* _PROBLEM DESCRIPTION_
Among the lines of this material, find those holding the word "Cruces" and report how many there are, with nothing added.

* _DATA TO EXAMINE_
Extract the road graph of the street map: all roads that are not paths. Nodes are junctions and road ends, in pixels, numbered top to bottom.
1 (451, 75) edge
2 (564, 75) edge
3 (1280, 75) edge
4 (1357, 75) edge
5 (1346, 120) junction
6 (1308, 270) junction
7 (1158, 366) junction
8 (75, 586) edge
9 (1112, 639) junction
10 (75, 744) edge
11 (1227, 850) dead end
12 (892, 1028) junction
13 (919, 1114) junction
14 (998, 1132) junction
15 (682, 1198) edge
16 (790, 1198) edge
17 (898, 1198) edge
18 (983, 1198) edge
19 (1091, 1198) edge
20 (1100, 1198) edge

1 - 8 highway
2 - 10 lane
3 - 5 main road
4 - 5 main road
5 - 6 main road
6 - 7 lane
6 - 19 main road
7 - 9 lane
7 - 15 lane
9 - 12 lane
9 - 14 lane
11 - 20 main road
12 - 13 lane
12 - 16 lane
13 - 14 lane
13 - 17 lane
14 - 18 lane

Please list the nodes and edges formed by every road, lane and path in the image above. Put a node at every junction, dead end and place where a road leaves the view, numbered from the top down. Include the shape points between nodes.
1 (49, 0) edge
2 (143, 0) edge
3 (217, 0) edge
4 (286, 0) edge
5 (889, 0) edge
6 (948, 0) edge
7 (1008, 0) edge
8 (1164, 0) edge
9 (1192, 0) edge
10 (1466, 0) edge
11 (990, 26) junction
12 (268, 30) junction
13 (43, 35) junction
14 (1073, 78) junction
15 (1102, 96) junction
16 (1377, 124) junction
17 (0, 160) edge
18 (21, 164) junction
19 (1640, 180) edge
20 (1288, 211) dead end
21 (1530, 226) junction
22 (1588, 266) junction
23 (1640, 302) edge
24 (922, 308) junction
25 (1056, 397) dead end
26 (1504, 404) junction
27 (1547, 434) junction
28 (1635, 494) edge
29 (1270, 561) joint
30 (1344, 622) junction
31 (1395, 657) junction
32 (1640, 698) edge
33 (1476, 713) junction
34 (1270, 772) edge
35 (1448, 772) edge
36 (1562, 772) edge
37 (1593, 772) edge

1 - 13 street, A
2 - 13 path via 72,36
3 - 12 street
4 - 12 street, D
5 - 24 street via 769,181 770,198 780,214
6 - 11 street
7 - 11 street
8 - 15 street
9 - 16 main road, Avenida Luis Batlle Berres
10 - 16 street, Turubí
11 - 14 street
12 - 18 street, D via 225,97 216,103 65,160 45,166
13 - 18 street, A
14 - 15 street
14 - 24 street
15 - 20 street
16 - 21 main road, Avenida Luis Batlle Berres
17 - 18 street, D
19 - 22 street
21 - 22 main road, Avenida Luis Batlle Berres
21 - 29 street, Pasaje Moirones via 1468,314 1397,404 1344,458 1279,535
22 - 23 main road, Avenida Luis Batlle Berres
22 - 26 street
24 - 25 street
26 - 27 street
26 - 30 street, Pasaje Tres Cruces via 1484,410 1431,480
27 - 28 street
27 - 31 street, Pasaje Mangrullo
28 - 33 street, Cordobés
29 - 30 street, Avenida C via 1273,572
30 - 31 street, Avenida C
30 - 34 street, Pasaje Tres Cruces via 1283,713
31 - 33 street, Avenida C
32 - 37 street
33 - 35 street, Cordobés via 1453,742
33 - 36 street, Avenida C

* _WRITTEN SOLUTION_
2